▸ What you are asked to do
The expected response is the entire set of entries, copied exactly.

▸ Given records
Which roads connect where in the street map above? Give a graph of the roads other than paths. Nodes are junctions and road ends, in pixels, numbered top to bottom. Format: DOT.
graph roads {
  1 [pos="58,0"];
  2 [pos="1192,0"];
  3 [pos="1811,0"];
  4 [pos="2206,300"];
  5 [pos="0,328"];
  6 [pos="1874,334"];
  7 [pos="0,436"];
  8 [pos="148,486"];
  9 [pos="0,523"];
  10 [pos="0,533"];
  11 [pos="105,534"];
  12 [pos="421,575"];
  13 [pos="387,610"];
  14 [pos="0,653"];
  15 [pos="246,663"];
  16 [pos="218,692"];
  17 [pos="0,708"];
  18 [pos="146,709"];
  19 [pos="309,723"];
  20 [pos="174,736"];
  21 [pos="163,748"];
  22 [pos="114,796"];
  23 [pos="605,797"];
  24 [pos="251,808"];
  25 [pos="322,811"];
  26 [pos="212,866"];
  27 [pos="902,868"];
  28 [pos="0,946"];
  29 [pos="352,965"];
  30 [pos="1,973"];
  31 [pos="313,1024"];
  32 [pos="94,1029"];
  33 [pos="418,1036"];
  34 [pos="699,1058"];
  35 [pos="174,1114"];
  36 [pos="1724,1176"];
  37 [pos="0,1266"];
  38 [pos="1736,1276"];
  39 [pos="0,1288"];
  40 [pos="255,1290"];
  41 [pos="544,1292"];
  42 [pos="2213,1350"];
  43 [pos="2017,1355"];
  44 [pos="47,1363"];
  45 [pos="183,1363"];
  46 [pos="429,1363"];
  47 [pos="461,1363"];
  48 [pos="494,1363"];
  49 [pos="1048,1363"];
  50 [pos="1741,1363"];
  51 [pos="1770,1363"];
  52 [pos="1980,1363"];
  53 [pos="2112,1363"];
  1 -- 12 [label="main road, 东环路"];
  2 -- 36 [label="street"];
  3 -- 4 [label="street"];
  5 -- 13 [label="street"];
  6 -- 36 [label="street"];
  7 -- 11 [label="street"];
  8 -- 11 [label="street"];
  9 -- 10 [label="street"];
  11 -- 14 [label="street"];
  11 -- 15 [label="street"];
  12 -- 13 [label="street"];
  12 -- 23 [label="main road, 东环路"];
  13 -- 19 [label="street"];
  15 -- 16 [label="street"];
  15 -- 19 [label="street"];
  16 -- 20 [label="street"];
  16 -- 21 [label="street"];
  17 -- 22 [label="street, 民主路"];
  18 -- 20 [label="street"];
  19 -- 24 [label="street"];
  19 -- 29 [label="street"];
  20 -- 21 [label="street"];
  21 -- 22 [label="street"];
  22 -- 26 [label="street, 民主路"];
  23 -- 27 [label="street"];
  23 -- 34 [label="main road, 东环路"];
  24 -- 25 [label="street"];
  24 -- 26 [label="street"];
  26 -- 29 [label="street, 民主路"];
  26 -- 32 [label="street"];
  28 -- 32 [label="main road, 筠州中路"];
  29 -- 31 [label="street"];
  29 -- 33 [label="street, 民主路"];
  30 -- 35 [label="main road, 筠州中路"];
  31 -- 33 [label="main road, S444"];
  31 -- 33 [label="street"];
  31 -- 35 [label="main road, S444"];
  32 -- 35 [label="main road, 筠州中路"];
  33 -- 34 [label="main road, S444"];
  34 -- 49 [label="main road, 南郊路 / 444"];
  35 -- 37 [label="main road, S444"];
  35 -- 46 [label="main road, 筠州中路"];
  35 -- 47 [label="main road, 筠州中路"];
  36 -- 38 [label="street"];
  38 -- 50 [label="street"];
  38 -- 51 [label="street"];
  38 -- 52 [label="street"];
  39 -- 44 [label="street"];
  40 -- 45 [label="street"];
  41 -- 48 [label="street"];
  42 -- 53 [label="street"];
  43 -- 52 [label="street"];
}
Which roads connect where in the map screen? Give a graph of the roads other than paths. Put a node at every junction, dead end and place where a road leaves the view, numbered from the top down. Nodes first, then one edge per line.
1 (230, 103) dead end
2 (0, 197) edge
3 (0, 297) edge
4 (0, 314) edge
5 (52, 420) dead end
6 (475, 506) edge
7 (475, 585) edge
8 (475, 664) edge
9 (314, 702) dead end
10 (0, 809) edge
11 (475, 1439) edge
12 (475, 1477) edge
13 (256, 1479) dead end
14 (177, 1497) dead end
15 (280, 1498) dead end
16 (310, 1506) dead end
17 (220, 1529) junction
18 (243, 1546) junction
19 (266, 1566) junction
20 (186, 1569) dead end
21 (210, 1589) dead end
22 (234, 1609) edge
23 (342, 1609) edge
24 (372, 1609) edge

▸ Exercise solution
Which roads connect where in the street map above? Give a graph of the roads other than paths. Nodes are junctions and road ends, in pixels, numbered top to bottom. Format: DOT.
graph roads {
  1 [pos="58,0"];
  2 [pos="1192,0"];
  3 [pos="1811,0"];
  4 [pos="2206,300"];
  5 [pos="0,328"];
  6 [pos="1874,334"];
  7 [pos="0,436"];
  8 [pos="148,486"];
  9 [pos="0,523"];
  10 [pos="0,533"];
  11 [pos="105,534"];
  12 [pos="421,575"];
  13 [pos="387,610"];
  14 [pos="0,653"];
  15 [pos="246,663"];
  16 [pos="218,692"];
  17 [pos="0,708"];
  18 [pos="146,709"];
  19 [pos="309,723"];
  20 [pos="174,736"];
  21 [pos="163,748"];
  22 [pos="114,796"];
  23 [pos="605,797"];
  24 [pos="251,808"];
  25 [pos="322,811"];
  26 [pos="212,866"];
  27 [pos="902,868"];
  28 [pos="0,946"];
  29 [pos="352,965"];
  30 [pos="1,973"];
  31 [pos="313,1024"];
  32 [pos="94,1029"];
  33 [pos="418,1036"];
  34 [pos="699,1058"];
  35 [pos="174,1114"];
  36 [pos="1724,1176"];
  37 [pos="0,1266"];
  38 [pos="1736,1276"];
  39 [pos="0,1288"];
  40 [pos="255,1290"];
  41 [pos="544,1292"];
  42 [pos="2213,1350"];
  43 [pos="2017,1355"];
  44 [pos="47,1363"];
  45 [pos="183,1363"];
  46 [pos="429,1363"];
  47 [pos="461,1363"];
  48 [pos="494,1363"];
  49 [pos="1048,1363"];
  50 [pos="1741,1363"];
  51 [pos="1770,1363"];
  52 [pos="1980,1363"];
  53 [pos="2112,1363"];
  1 -- 12 [label="main road, 东环路"];
  2 -- 36 [label="street"];
  3 -- 4 [label="street"];
  5 -- 13 [label="street"];
  6 -- 36 [label="street"];
  7 -- 11 [label="street"];
  8 -- 11 [label="street"];
  9 -- 10 [label="street"];
  11 -- 14 [label="street"];
  11 -- 15 [label="street"];
  12 -- 13 [label="street"];
  12 -- 23 [label="main road, 东环路"];
  13 -- 19 [label="street"];
  15 -- 16 [label="street"];
  15 -- 19 [label="street"];
  16 -- 20 [label="street"];
  16 -- 21 [label="street"];
  17 -- 22 [label="street, 民主路"];
  18 -- 20 [label="street"];
  19 -- 24 [label="street"];
  19 -- 29 [label="street"];
  20 -- 21 [label="street"];
  21 -- 22 [label="street"];
  22 -- 26 [label="street, 民主路"];
  23 -- 27 [label="street"];
  23 -- 34 [label="main road, 东环路"];
  24 -- 25 [label="street"];
  24 -- 26 [label="street"];
  26 -- 29 [label="street, 民主路"];
  26 -- 32 [label="street"];
  28 -- 32 [label="main road, 筠州中路"];
  29 -- 31 [label="street"];
  29 -- 33 [label="street, 民主路"];
  30 -- 35 [label="main road, 筠州中路"];
  31 -- 33 [label="main road, S444"];
  31 -- 33 [label="street"];
  31 -- 35 [label="main road, S444"];
  32 -- 35 [label="main road, 筠州中路"];
  33 -- 34 [label="main road, S444"];
  34 -- 49 [label="main road, 南郊路 / 444"];
  35 -- 37 [label="main road, S444"];
  35 -- 46 [label="main road, 筠州中路"];
  35 -- 47 [label="main road, 筠州中路"];
  36 -- 38 [label="street"];
  38 -- 50 [label="street"];
  38 -- 51 [label="street"];
  38 -- 52 [label="street"];
  39 -- 44 [label="street"];
  40 -- 45 [label="street"];
  41 -- 48 [label="street"];
  42 -- 53 [label="street"];
  43 -- 52 [label="street"];
}
Which roads connect where in the map screen? Give a graph of the roads other than paths. Put a node at every junction, dead end and place where a road leaves the view, numbered from the top down. Nodes first, then one edge per line.
1 (230, 103) dead end
2 (0, 197) edge
3 (0, 297) edge
4 (0, 314) edge
5 (52, 420) dead end
6 (475, 506) edge
7 (475, 585) edge
8 (475, 664) edge
9 (314, 702) dead end
10 (0, 809) edge
11 (475, 1439) edge
12 (475, 1477) edge
13 (256, 1479) dead end
14 (177, 1497) dead end
15 (280, 1498) dead end
16 (310, 1506) dead end
17 (220, 1529) junction
18 (243, 1546) junction
19 (266, 1566) junction
20 (186, 1569) dead end
21 (210, 1589) dead end
22 (234, 1609) edge
23 (342, 1609) edge
24 (372, 1609) edge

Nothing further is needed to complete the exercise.